Sara Lamberson: Using Health Communication to Advocate for Teen Pregnancy Prevention
Sara Lamberson, Corporate Communications Specialist at South Carolina Campaign to Prevent Teen Pregnancy (SC Campaign), strives to manage her organization’s brand by applying her background in integrated marketing and health communications.
Lamberson completed the Certificate of Graduate Study in Health Communication and received a Masters in Mass Communications from the University of South Carolina (USC) in May 2013. Soon after graduation, she was hired as a full-time employee at SC Campaign, where her responsibilities include managing the corporate brand by updating content on the corporate website, developing and distributing publications, writing press releases and contacting media outlets. Lamberson also manages SC Campaign’s social media sites and blog.
“I use what I have learned in the Health Communication Certificate program day in and day out,” Lamberson said. “I know I can’t communicate with a parent or a young person the same way I would communicate with a health professional.”

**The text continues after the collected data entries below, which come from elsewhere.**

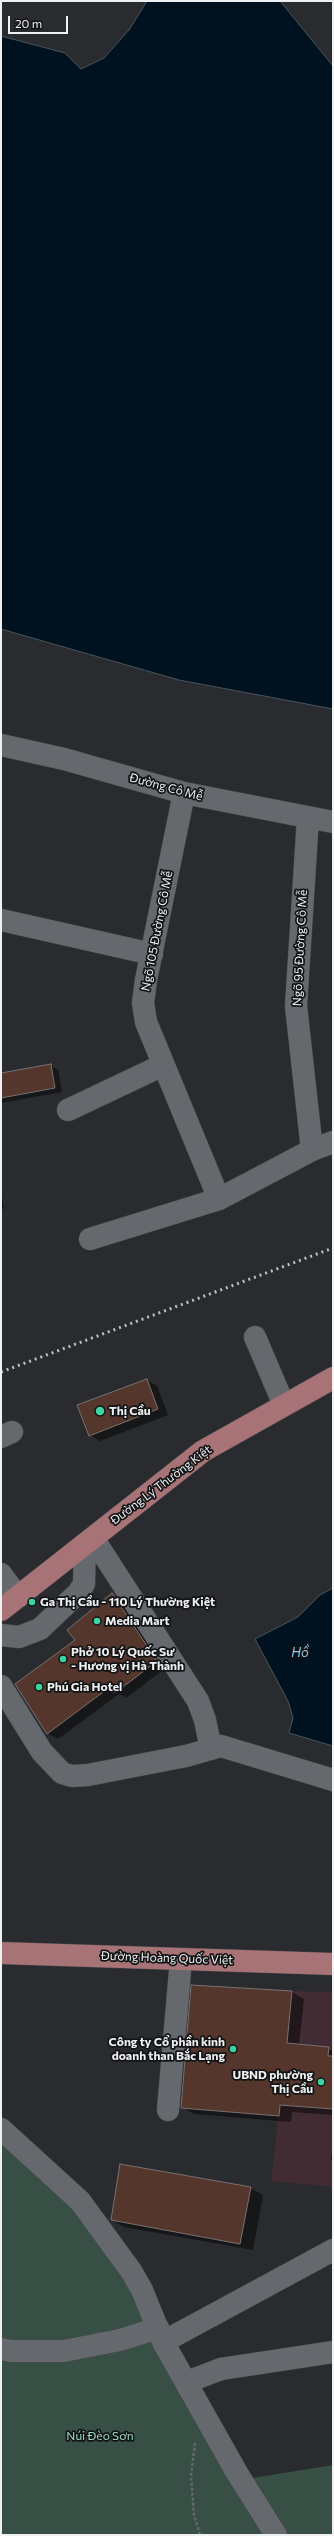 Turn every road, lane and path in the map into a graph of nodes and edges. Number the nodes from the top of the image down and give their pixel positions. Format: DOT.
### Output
graph roads {
  1 [pos="1,745"];
  2 [pos="184,793"];
  3 [pos="308,818"];
  4 [pos="333,822"];
  5 [pos="1,920"];
  6 [pos="152,954"];
  7 [pos="163,1065"];
  8 [pos="68,1110"];
  9 [pos="333,1142"];
  10 [pos="312,1150"];
  11 [pos="219,1199"];
  12 [pos="90,1239"];
  13 [pos="255,1337"];
  14 [pos="333,1378"];
  15 [pos="284,1405"];
  16 [pos="89,1541"];
  17 [pos="1,1574"];
  18 [pos="9,1603"];
  19 [pos="1,1635"];
  20 [pos="1,1686"];
  21 [pos="211,1748"];
  22 [pos="333,1780"];
  23 [pos="1,1953"];
  24 [pos="181,1959"];
  25 [pos="333,1964"];
  26 [pos="168,2110"];
  27 [pos="1,2129"];
  28 [pos="333,2250"];
  29 [pos="161,2335"];
  30 [pos="1,2349"];
  31 [pos="333,2352"];
  32 [pos="187,2382"];
  33 [pos="204,2412"];
  34 [pos="200,2535"];
  35 [pos="276,2535"];
  1 -- 2 [label="street, Đường Cô Mễ"];
  2 -- 3 [label="street, Đường Cô Mễ"];
  2 -- 6 [label="street, Ngõ 105 Đường Cô Mễ"];
  3 -- 4 [label="street, Đường Cô Mễ"];
  3 -- 10 [label="street, Ngõ 95 Đường Cô Mễ"];
  5 -- 6 [label="street"];
  6 -- 7 [label="street, Ngõ 105 Đường Cô Mễ"];
  7 -- 8 [label="street"];
  7 -- 11 [label="street, Ngõ 105 Đường Cô Mễ"];
  9 -- 10 [label="street"];
  10 -- 11 [label="street"];
  11 -- 12 [label="street"];
  13 -- 15 [label="street"];
  14 -- 15 [label="main road, Đường Lý Thường Kiệt"];
  15 -- 16 [label="main road, Đường Lý Thường Kiệt"];
  16 -- 18 [label="main road, Đường Lý Thường Kiệt"];
  16 -- 19 [label="street"];
  16 -- 21 [label="street"];
  17 -- 18 [label="street"];
  20 -- 21 [label="street"];
  21 -- 22 [label="street"];
  23 -- 24 [label="main road, Đường Hoàng Quốc Việt"];
  24 -- 25 [label="main road, Đường Hoàng Quốc Việt"];
  24 -- 26 [label="street"];
  27 -- 29 [label="street"];
  28 -- 29 [label="street"];
  29 -- 30 [label="street"];
  29 -- 32 [label="street"];
  31 -- 32 [label="street"];
  32 -- 33 [label="street"];
  33 -- 34 [label="path"];
  33 -- 35 [label="street"];
} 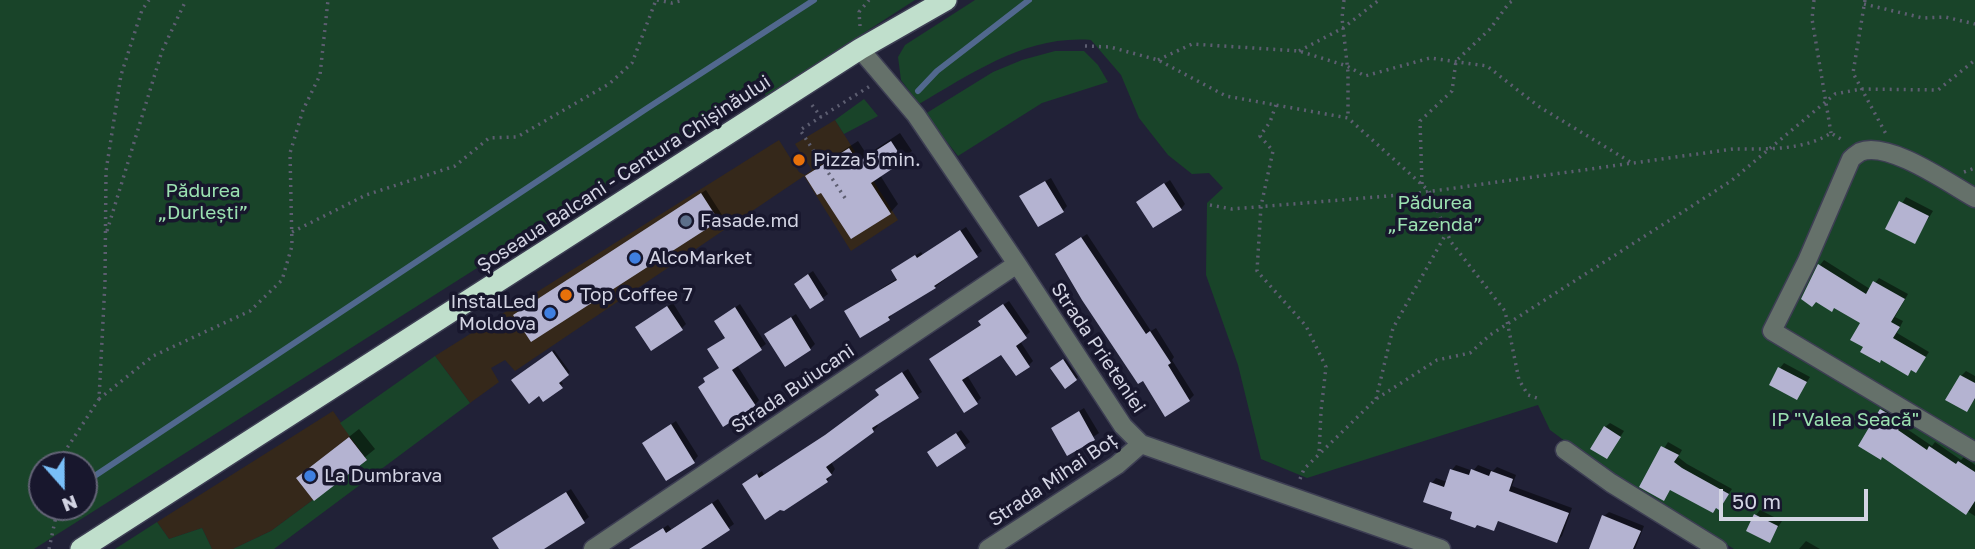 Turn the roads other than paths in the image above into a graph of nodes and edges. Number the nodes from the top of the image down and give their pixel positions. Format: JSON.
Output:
{"nodes":[{"id":1,"x":946,"y":0,"type":"edge"},
{"id":2,"x":860,"y":49,"type":"junction"},
{"id":3,"x":1975,"y":198,"type":"edge"},
{"id":4,"x":1017,"y":264,"type":"junction"},
{"id":5,"x":1141,"y":444,"type":"junction"},
{"id":6,"x":1564,"y":450,"type":"dead end"},
{"id":7,"x":1975,"y":452,"type":"edge"},
{"id":8,"x":81,"y":549,"type":"edge"},
{"id":9,"x":593,"y":549,"type":"edge"},
{"id":10,"x":988,"y":549,"type":"edge"},
{"id":11,"x":1441,"y":549,"type":"edge"},
{"id":12,"x":1718,"y":549,"type":"edge"}],
"edges":[{"from":1,"to":2,"type":"highway","name":"Șoseaua Balcani - Centura Chișinăului"},
{"from":2,"to":4,"type":"street","name":"Strada Prieteniei"},
{"from":2,"to":8,"type":"highway","name":"Șoseaua Balcani - Centura Chișinăului"},
{"from":3,"to":7,"type":"street"},
{"from":4,"to":5,"type":"street","name":"Strada Prieteniei"},
{"from":4,"to":9,"type":"street","name":"Strada Buiucani"},
{"from":5,"to":10,"type":"street","name":"Strada Mihai Boț"},
{"from":5,"to":11,"type":"street","name":"Strada Prieteniei"},
{"from":6,"to":12,"type":"street"}]} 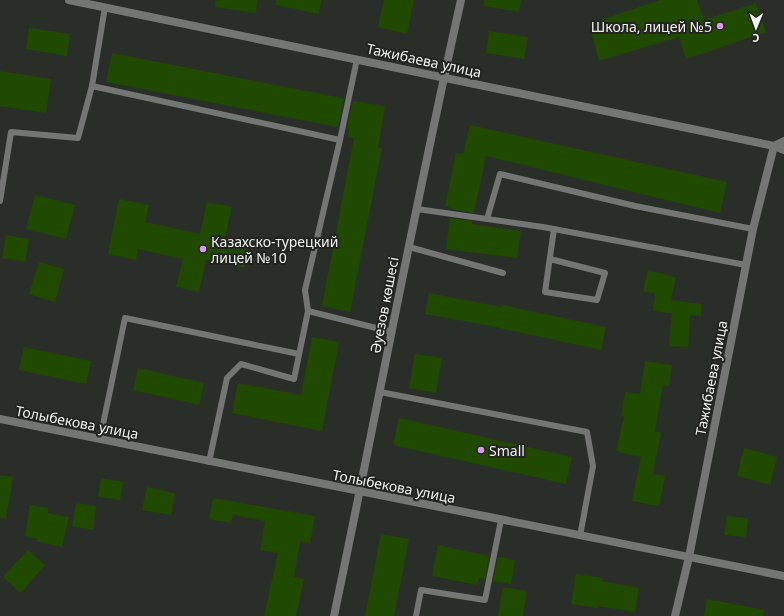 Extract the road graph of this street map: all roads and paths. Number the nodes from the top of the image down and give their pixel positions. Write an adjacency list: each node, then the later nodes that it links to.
1 (69, 0): 3 (street, Тажибаева улица)
2 (461, 0): 5 (street, Әуезов көшесі)
3 (105, 7): 4 (street, Тажибаева улица); 6 (lane)
4 (357, 59): 5 (street, Тажибаева улица); 7 (lane)
5 (443, 77): 9 (street, Тажибаева улица); 12 (street, Әуезов көшесі)
6 (92, 86): 7 (lane); 11 (lane)
7 (340, 140): 20 (lane)
8 (784, 141): 9 (street)
9 (774, 146): 10 (street, Тажибаева улица); 15 (street, Тажибаева улица)
10 (784, 150)
11 (0, 201)
12 (417, 209): 13 (lane); 16 (street, Әуезов көшесі)
13 (487, 219): 14 (lane); 15 (lane)
14 (554, 229): 17 (lane); 18 (lane)
15 (754, 229): 18 (street, Тажибаева улица)
16 (409, 247): 19 (lane); 21 (street, Әуезов көшесі)
17 (550, 259): 17 (lane)
18 (746, 265): 30 (street, Тажибаева улица)
19 (503, 273)
20 (308, 311): 21 (lane); 22 (lane)
21 (392, 332): 23 (street, Әуезов көшесі)
22 (299, 354): 25 (lane); 26 (lane)
23 (380, 392): 27 (street, Әуезов көшесі); 29 (lane)
24 (0, 419): 25 (street, Толыбекова улица)
25 (100, 440): 26 (street, Толыбекова улица)
26 (209, 462): 27 (street, Толыбекова улица)
27 (360, 492): 28 (street, Толыбекова улица); 32 (street, Әуезов көшесі)
28 (501, 520): 29 (street, Толыбекова улица); 33 (lane)
29 (580, 536): 30 (street, Толыбекова улица)
30 (689, 557): 31 (street, Толыбекова улица); 34 (street, Тажибаева улица)
31 (784, 576)
32 (334, 616)
33 (416, 616)
34 (675, 616) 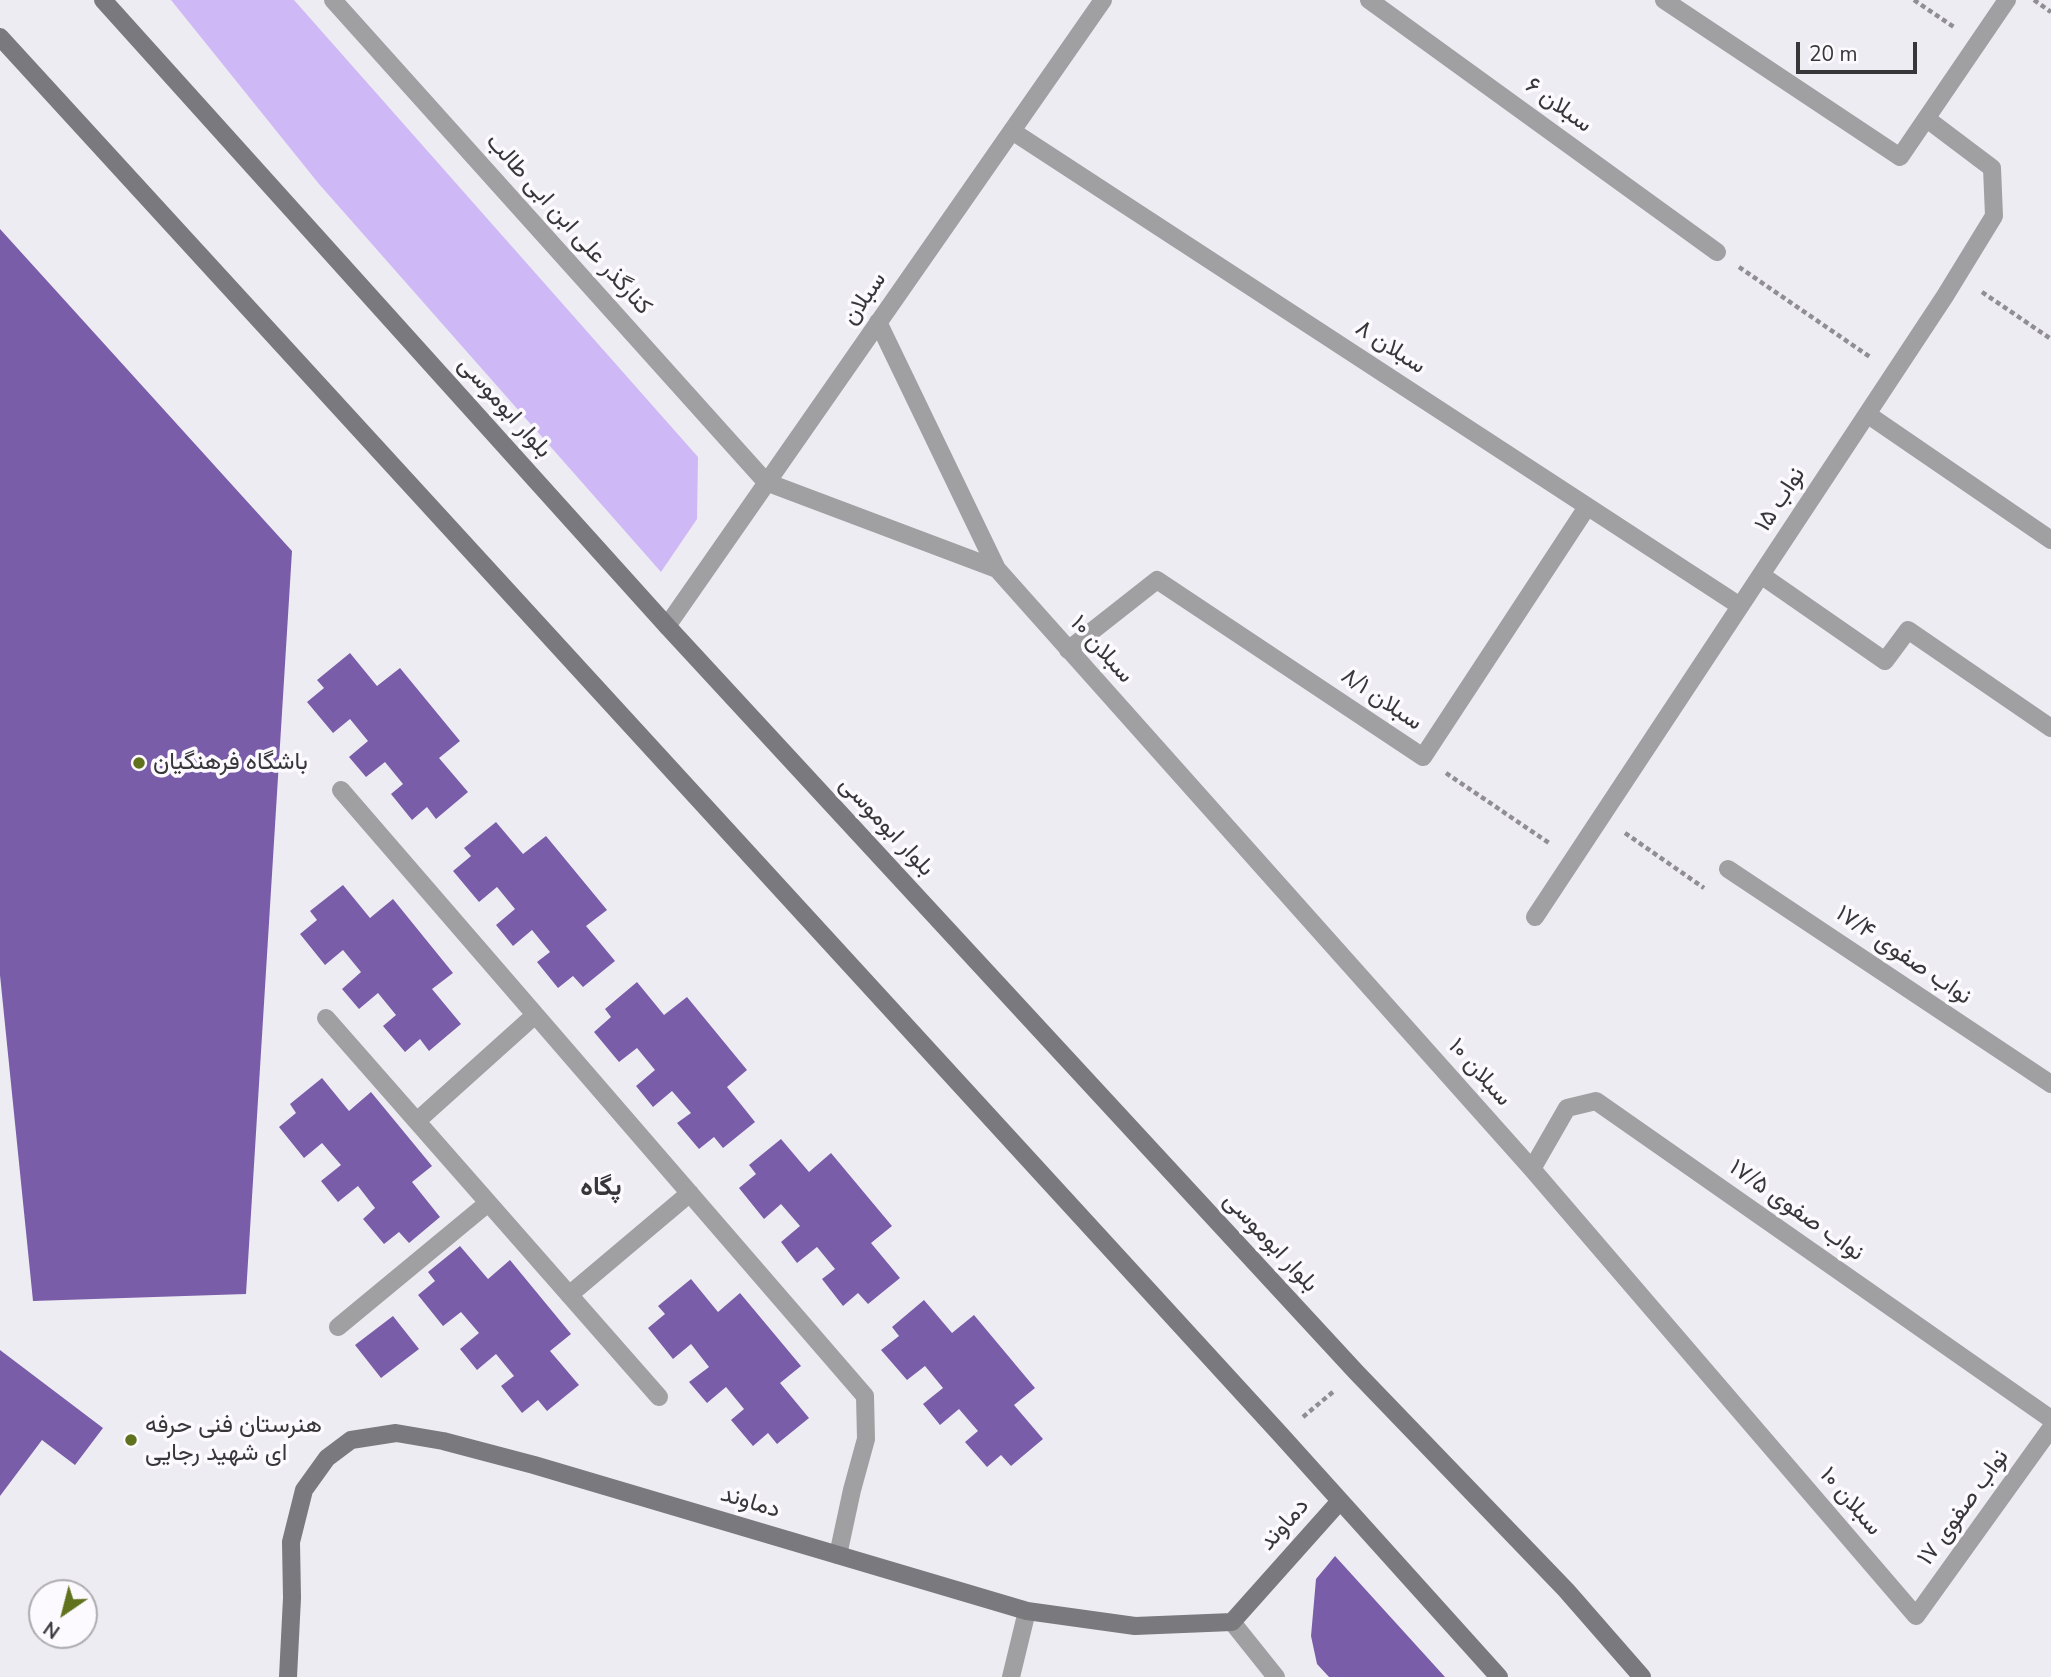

Health communication is a vital part of Lamberson’s job. She uses communication strategies such as press releases, publications, posters, and brochures, all to effectively reach SC Campaign’s numerous, unique audiences.
“I think the most important thing I do involving health communication is tailoring health messages for different audiences from government officials to youth,” Lamberson said.
Although Lamberson has always had a passion for nutrition and fitness, she decided to pursue USC’s Graduate Certificate in Health Communication after working with Dr. Andrea Tanner, an associate professor in the School of Journalism and Mass Communications and the Director of the Science and Health Communication Research Group, through a graduate assistantship. She realized taking courses in public health and health communication would help her effectively communicate in a health-related field.
“Before I begin writing, whether it’s for a social media post for youth, a publication about contraception for parents or a web article for youth-serving professionals, I consider my audience first,” Lamberson said. “I must always modify the message to fit the audience.”
While taking classes, Lamberson learned how to develop a health-related campaign. She had previous experience in marketing, but soon learned that a health-related campaign involves steps such as identifying behavioral and environmental risk factors, setting objectives for behavior change and evaluating implementation. This knowledge is particularly useful, in Lamberson’s current job, where she must produce targeted teen pregnancy prevention publications to diverse audiences.
“I developed a brochure for parents focused on talking to their teen daughter about the option of using long-acting reversible contraception (LARC),” she said. “This brochure does not contain medical jargon, but is easy to understand for parents who may have never heard of LARC before.”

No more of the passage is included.